Blogger Dorte H said...

Congratulations to the winner!

I read this novel shortly before I started my blog in January, and enjoyed it very much. I agree that Indridason is a great writer.

September 06, 2009  
Blogger Kate S. said...

I didn't know that Erlendur is an Icelandic word for foreign. That's quite revealing of his character. Very interesting! I was disappointed by Arctic Chill, but based on the novels that preceded it, the series retains its exalted place among my all time favourites.

September 06, 2009  
Blogger Peter Rozovsky said...

Dorte, he also appears to have had a sensitive translator in the late Bernard Scudder. It will be interesting to see how his post-Scudder work holds up. Arctic Chill has another translator's name on it in addition to Scudder's. Perhaps Scudder died while working on this book.

September 06, 2009  
Blogger seana graham said...

I have access to the book and have to read a couple more preceding ones anyway, but I did want to check in and discover the meaning of Erlunder's name. Has Kate got it, then? And if so, yes, that is very interesting.

September 06, 2009  
Blogger Peter Rozovsky said...

Kate, Erlendur is apparently a name at least moderately common in Iceland and the Faroe Islands. It would be interesting to learn how such a word came to be adopted as a name. Perhaps it's significant that both Iceland and the Faroes are islands and that outsiders might thus be especially unexpected and noticeable. Also, erlendur is just one Icelandic word for foreign. Another is útlendur. Whether one or the other refers especially to persons from a country other than one's own, I don't know.

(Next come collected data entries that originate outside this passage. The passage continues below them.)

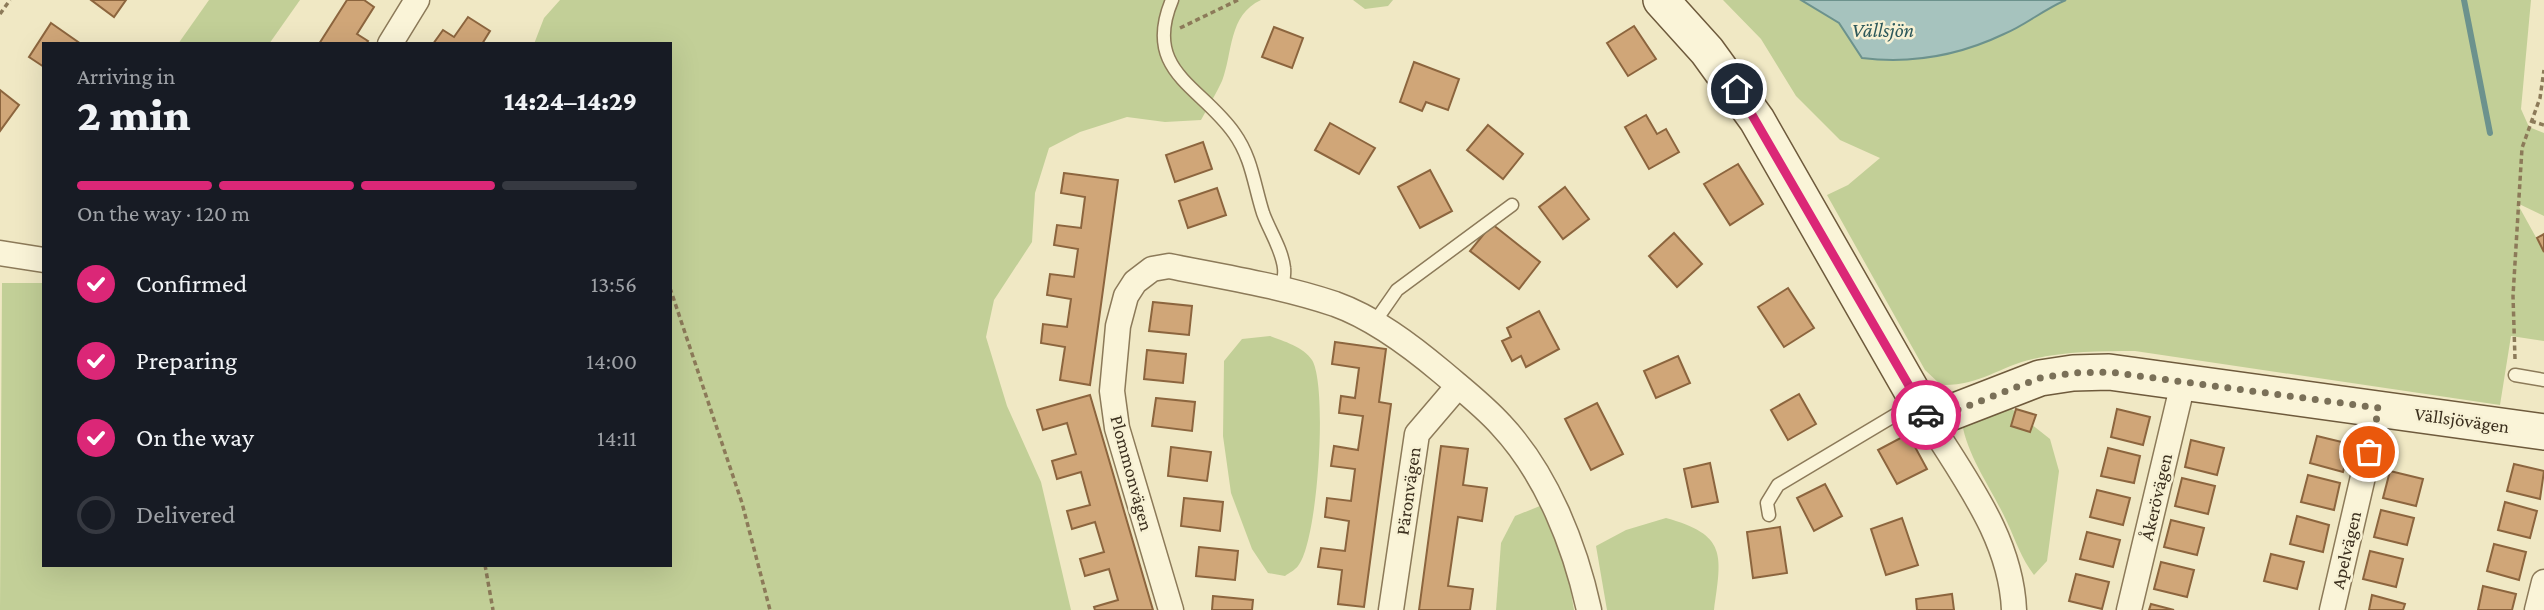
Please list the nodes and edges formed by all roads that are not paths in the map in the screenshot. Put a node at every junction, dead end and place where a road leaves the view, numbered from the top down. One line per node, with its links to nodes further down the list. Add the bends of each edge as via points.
1 (418, 0): 4 (street)
2 (1172, 0): 8 (lane, via 1164,37 1180,79 1235,134 1252,167 1262,211 1284,267)
3 (1661, 0): 15 (street, via 1707,51 1756,120)
4 (391, 42)
5 (1512, 205): 9 (lane, via 1396,290)
6 (0, 253): 7 (street)
7 (42, 260)
8 (1282, 289): 9 (street, Plommonvägen, via 1337,305); 19 (street, Plommonvägen, via 1169,266 1152,269 1126,296 1118,326 1112,391 1117,428)
9 (1374, 323): 13 (street, Plommonvägen)
10 (2515, 375): 11 (lane)
11 (2544, 380)
12 (2183, 383): 14 (street, Vällsjövägen); 15 (street, Vällsjövägen, via 2109,372 2073,373); 23 (street, Åkerövägen)
13 (1458, 386): 20 (street, Päronvägen, via 1417,435); 21 (street, Plommonvägen, via 1502,425 1525,455 1581,572)
14 (2379, 408): 16 (street, Vällsjövägen); 24 (street, Apelvägen)
15 (1924, 411): 17 (lane, via 1778,485 1767,503); 22 (street, via 1999,537)
16 (2544, 432)
17 (1769, 515)
18 (2544, 582): 25 (street)
19 (1171, 610)
20 (1391, 610)
21 (1589, 610)
22 (2014, 610)
23 (2129, 610)
24 (2332, 610)
25 (2537, 610)

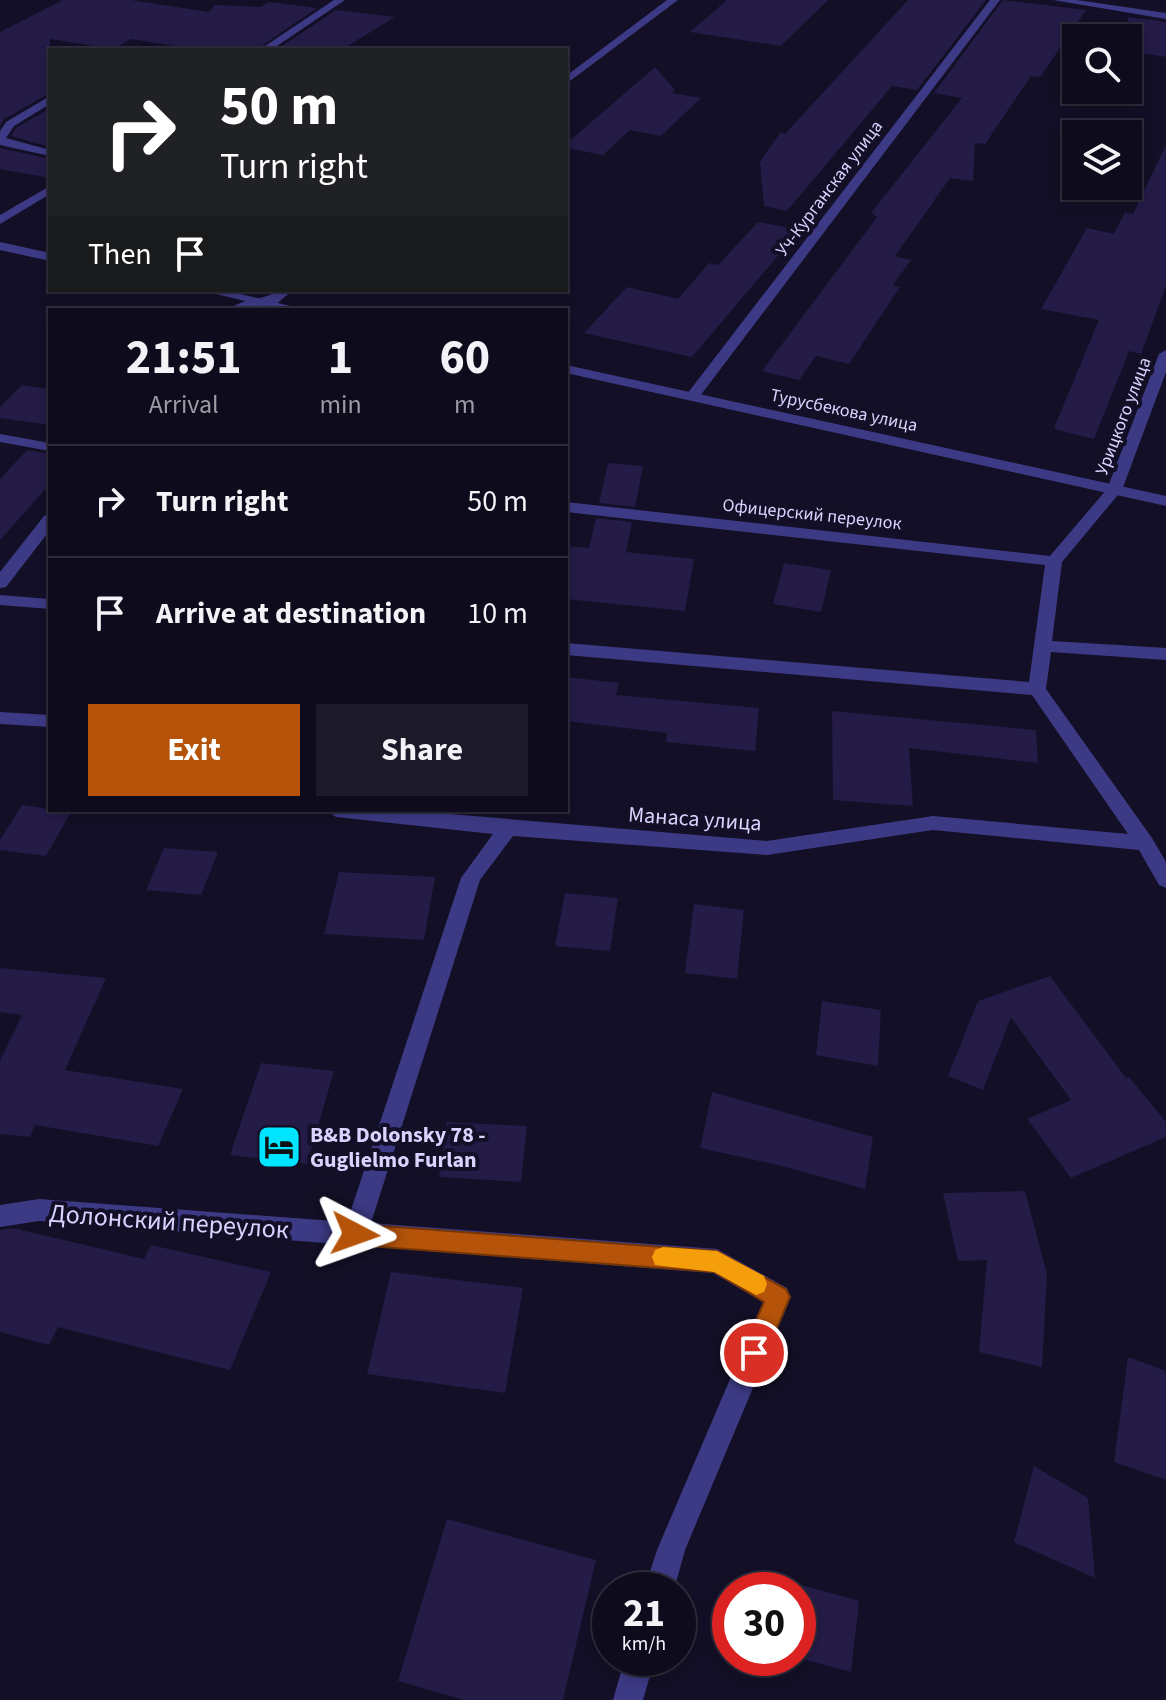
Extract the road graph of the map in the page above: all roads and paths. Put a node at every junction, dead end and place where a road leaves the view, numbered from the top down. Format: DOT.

Whatever the derivation of the name, it certainly has thematic resonance considering Arnaldur's subject matter. It's too early for me to tell where Arctic Chill stacks up against the earlier books in the series, but the prose style is just as succinct and telling. I'd say that the team of Arnaldur and Scudder is right up there with anyone else in crime fiction.

September 06, 2009  
Blogger Peter Rozovsky said...

Seana, Kate did get it, though someone else had already won the book. It is interesting, all right, and has special resonance for Arnaldur, whose books are as rooted in their setting as any in crime fiction.